The administrators at Coach, and a number of other labels, say their brand is suffering at the hands of discount-happy department stores that tried to cut costs by putting fewer sales associates on the floor. Department stores have long used their clout to set the terms on brand retail: managers decide what products they want, and communicate their wishes accordingly; they are then responsible for selling what they selected.
But department stores are no longer holding up their side of the bargain, Dr. Rangaswamy says, and brands such as Coach are trying to reclaim some of the retail power.
These brands have been emboldened as department-store powerhouses such as Kohl's, Macy's, and JC Penney's have reported sales dropping for apparel in particular, as The Christian Science Monitor's Max Lewontin wrote:
Millennials haven't stopped buying clothes. They're buying them online. The shift in what – and where – consumers are buying is also influenced by the rise of online retailers such as Amazon. Department stores in aggregate lost an estimated $348 million dollars in apparel revenue in the first quarter, while Amazon likely grew its apparel sales by $1.4 billion in the period, the Wall Street Journal reported.
More is at work here than just the rise of online shopping, says Barry Bluestone, a political economist at Northeastern University. He studied the first movement away from department stores and into discount stores in the 1970s, and he says the cause now is the same: a declining middle class.
"Retail trade is going to ultimately reflect the underlying distribution of family incomes, so with stressed incomes, they're going to look for the most inexpensive and most efficient way to do their shopping," Dr. Bluestone says.
This leaves digital retailers such as Amazon – as well as the Post Office, UPS, and FedEx – the winners, with smaller, consumer-oriented boutique stores maintaining their hold on the more significant purchases of the wealthy.
In a sense, this marks a return to pre-department-store days, when consumers purchased clothes and other goods via catalogue and received them by mail, according to Louisa Iarocci, an architectural historian at the University of Washington. Department stores initially served to bring high-end luxury to middle class buyers, suggesting that anyone could have the freedom to browse and make purchases at will.
"The idea was that it was open to anyone and the cost of garments really went down," Dr. Iarocci says. "The department store really had this balance of the image of luxury with something that is mass produced."
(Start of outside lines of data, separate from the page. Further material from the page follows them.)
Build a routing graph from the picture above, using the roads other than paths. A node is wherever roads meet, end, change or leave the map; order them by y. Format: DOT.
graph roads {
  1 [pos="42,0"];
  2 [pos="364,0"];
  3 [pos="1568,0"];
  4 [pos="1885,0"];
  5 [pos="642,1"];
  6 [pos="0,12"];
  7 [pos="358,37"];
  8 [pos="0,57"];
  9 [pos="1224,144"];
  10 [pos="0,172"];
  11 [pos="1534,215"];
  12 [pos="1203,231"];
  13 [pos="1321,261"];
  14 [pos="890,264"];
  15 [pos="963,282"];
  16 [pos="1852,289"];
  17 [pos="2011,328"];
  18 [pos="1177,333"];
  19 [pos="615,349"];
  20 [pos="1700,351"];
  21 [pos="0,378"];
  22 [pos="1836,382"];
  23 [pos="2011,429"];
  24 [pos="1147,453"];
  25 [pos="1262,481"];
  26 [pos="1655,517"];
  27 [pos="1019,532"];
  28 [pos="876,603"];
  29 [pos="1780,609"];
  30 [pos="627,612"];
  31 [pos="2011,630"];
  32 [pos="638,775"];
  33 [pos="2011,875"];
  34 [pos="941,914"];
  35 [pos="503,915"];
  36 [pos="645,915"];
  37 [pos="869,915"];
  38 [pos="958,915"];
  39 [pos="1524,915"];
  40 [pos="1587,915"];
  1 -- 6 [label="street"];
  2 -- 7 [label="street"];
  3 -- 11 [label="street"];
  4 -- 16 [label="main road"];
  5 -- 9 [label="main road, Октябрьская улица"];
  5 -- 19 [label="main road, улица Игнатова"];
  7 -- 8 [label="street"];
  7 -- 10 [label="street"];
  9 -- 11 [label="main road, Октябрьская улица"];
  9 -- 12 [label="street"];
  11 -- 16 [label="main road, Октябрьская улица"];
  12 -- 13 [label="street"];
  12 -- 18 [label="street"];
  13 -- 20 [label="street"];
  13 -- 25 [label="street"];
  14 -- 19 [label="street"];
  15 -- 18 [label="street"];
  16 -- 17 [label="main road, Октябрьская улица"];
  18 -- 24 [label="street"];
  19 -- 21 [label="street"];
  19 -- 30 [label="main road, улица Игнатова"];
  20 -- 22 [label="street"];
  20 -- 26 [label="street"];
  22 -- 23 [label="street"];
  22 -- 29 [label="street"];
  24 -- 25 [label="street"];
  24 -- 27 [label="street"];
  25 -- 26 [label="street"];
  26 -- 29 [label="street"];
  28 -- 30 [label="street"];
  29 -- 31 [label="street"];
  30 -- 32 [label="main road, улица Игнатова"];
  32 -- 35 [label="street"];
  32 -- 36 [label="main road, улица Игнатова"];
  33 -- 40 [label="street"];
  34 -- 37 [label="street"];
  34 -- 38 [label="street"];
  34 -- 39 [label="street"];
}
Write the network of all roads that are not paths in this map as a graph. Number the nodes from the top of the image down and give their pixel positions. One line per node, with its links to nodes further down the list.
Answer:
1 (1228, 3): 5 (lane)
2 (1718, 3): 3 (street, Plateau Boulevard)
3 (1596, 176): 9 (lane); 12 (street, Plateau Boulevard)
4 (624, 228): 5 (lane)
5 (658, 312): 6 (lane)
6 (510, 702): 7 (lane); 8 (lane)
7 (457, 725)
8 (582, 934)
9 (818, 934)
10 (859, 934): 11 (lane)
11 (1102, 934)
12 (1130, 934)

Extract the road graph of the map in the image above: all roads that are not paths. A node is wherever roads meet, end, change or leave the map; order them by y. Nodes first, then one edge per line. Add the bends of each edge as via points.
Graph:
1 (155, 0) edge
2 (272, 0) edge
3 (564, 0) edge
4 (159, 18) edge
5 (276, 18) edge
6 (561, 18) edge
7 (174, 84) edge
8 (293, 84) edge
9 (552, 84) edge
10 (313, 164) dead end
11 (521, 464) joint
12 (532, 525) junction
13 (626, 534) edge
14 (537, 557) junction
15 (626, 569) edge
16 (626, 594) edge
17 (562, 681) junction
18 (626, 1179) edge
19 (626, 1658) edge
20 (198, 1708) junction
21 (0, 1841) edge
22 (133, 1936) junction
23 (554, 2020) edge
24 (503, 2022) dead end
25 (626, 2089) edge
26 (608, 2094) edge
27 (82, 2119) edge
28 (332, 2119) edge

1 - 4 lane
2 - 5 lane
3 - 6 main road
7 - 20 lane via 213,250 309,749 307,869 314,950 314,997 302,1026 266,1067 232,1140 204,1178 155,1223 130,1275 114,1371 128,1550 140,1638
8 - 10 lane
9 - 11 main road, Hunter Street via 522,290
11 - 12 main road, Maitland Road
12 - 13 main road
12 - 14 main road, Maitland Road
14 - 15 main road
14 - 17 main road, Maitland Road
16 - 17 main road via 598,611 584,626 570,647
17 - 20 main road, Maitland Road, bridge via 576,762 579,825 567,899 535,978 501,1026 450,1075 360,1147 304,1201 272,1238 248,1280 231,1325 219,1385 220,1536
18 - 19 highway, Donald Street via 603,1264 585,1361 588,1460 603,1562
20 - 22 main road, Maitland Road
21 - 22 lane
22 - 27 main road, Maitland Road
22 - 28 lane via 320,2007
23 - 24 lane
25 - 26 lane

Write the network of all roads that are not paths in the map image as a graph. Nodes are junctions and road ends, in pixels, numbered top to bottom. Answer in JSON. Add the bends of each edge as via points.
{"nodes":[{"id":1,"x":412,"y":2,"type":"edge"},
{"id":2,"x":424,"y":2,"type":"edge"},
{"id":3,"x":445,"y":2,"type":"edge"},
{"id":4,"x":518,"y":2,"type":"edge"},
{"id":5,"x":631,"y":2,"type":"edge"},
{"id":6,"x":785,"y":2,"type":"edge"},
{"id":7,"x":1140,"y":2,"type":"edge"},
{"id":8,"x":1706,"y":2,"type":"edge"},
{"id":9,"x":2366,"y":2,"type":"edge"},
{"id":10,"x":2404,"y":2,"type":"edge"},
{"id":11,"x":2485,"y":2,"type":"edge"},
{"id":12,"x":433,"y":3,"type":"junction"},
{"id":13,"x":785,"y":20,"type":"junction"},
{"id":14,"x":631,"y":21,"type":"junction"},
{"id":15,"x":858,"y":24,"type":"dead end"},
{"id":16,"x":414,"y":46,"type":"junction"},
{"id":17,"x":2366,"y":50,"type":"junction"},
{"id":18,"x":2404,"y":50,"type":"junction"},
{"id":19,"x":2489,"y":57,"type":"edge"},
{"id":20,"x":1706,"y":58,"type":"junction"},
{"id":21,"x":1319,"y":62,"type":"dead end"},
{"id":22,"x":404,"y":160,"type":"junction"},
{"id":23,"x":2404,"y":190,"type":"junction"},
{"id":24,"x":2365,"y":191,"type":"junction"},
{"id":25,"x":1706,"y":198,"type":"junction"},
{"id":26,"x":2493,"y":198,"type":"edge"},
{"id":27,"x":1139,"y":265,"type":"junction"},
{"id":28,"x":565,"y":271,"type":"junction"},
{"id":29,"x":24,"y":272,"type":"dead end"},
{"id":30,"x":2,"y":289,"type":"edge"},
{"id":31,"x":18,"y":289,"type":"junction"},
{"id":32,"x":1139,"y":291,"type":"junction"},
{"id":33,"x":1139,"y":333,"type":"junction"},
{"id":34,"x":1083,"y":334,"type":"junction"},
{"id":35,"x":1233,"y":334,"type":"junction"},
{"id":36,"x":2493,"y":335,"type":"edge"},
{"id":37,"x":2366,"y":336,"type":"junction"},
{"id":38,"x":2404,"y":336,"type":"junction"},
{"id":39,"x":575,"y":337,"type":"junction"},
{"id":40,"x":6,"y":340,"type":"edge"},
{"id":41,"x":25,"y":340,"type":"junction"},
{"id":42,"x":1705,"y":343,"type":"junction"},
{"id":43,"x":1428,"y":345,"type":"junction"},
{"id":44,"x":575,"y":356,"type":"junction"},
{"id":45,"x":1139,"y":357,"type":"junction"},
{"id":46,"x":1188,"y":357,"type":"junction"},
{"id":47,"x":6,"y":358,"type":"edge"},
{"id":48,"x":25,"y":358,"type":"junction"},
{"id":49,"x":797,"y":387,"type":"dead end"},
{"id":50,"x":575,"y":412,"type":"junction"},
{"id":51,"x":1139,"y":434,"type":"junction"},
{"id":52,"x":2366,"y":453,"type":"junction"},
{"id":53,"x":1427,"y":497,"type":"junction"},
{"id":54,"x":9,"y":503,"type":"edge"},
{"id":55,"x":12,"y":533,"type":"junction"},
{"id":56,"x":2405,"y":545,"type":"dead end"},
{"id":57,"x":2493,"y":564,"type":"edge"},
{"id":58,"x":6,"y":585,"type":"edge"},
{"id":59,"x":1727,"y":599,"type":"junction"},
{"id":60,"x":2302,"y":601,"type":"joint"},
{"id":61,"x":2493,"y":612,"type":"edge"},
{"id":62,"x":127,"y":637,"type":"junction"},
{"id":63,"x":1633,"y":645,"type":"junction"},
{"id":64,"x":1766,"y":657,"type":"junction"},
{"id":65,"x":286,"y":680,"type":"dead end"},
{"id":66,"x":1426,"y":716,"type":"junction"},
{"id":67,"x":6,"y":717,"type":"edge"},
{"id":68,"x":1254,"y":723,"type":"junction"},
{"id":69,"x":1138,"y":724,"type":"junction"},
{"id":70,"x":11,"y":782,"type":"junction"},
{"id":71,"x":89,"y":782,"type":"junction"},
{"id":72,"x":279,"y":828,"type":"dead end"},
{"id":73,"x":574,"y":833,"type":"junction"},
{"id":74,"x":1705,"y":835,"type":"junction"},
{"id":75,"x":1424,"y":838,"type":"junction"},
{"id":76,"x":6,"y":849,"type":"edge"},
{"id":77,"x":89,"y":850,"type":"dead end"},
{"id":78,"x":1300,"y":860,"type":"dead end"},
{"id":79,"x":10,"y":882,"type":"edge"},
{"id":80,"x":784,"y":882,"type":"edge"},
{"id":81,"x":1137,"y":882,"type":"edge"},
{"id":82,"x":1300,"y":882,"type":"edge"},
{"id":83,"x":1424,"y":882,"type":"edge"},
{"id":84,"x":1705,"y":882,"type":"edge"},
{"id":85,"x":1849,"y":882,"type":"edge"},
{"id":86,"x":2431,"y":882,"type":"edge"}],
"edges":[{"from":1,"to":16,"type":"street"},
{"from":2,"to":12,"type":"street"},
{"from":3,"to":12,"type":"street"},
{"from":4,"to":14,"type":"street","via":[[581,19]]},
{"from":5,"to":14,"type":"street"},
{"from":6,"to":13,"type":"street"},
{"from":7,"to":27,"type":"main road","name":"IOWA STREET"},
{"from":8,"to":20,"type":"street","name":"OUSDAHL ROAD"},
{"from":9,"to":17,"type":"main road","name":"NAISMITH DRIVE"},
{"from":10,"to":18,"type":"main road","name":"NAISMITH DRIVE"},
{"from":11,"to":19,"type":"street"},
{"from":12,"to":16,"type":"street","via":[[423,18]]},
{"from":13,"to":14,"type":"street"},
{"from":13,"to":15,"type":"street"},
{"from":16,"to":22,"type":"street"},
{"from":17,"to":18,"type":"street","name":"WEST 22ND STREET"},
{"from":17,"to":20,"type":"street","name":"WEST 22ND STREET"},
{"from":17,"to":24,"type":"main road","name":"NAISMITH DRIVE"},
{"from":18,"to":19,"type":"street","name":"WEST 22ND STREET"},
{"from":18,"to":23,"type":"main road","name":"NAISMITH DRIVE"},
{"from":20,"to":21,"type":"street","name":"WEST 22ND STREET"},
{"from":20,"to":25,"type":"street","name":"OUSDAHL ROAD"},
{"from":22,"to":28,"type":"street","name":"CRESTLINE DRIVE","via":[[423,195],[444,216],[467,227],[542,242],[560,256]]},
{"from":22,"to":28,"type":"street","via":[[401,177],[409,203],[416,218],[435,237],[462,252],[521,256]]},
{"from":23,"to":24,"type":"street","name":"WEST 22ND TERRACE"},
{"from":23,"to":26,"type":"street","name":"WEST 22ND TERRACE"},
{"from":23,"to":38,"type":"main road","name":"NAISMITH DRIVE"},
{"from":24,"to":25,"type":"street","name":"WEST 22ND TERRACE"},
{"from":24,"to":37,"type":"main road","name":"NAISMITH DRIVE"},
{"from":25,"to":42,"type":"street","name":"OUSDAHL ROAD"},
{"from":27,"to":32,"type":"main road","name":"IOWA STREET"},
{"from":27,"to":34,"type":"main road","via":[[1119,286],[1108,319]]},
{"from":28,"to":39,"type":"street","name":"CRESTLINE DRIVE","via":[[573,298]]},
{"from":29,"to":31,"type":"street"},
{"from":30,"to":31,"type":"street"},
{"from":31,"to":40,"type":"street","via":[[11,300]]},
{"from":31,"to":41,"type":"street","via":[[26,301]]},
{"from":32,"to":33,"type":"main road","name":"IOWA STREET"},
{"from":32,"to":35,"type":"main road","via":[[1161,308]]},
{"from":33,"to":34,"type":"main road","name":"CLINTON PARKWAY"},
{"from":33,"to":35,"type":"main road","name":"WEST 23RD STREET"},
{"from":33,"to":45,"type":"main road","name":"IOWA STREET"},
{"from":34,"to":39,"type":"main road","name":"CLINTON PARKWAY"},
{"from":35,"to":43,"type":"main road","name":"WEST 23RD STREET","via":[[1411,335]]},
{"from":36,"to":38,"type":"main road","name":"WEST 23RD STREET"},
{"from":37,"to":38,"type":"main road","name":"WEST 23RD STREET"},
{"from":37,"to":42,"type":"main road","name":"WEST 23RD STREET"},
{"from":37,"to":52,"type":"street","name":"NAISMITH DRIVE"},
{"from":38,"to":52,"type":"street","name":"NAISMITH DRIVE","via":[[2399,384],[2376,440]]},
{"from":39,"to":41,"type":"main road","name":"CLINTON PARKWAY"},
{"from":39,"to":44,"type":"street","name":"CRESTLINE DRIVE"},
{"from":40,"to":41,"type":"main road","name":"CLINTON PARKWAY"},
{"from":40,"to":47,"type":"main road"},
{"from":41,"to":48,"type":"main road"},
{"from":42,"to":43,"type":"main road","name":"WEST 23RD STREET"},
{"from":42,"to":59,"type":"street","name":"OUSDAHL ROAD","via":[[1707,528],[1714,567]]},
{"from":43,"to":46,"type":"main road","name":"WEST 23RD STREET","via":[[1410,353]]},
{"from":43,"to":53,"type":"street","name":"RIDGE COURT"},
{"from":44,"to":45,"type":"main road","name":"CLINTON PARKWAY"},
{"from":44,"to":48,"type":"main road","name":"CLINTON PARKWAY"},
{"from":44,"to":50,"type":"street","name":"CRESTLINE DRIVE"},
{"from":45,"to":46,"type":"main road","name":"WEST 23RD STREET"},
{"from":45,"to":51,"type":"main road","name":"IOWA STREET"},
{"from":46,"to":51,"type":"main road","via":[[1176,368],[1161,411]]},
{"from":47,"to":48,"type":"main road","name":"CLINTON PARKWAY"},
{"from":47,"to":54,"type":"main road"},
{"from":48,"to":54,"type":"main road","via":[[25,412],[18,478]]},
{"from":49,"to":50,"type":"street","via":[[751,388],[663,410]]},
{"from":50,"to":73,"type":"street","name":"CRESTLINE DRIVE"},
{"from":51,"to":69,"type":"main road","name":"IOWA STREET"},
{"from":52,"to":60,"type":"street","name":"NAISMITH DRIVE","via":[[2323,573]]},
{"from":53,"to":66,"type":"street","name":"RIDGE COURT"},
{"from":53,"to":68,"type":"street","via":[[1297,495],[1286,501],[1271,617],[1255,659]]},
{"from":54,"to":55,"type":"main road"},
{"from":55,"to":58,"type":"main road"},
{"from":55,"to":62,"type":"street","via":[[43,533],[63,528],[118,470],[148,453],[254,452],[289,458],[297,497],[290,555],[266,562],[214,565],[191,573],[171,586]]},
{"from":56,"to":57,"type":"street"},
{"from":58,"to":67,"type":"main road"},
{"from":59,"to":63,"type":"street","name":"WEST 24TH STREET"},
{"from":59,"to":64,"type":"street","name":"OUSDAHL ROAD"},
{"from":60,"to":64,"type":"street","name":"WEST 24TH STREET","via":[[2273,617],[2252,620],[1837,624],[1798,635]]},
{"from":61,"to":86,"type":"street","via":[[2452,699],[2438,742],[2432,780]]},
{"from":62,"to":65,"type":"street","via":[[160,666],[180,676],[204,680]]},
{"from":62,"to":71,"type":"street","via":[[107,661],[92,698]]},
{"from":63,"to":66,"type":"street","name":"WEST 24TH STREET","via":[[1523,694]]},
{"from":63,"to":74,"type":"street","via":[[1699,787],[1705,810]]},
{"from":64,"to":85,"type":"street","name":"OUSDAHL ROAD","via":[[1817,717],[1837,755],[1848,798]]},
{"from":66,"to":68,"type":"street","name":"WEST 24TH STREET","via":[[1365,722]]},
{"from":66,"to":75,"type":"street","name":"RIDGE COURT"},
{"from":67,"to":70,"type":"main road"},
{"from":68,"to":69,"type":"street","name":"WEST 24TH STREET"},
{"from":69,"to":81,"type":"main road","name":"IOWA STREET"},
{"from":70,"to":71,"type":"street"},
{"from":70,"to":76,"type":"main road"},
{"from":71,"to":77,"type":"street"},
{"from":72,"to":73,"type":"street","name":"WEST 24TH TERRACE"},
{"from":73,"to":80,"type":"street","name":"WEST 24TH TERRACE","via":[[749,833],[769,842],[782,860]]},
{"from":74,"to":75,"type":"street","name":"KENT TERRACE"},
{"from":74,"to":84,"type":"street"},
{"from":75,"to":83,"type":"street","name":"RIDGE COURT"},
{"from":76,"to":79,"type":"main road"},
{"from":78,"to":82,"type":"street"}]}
But now, consumers can do their searching online, says Dr. Rangaswamy, citing a 30-percent decline in the number of visits people make to stores. They need to visit stores only when they are providing some type of additional service.
They rely less and less on the stores to give them options, and their flight is leaving department stores responsible for returning to their original purpose – to provide consumers with a "spatial experience," Iarocci says.
"Going into the city and having that sort of spatial experience is still something that people want," Iarocci insists. And unless department stores want consumers and brands alike to go elsewhere, they must develop ways to provide it.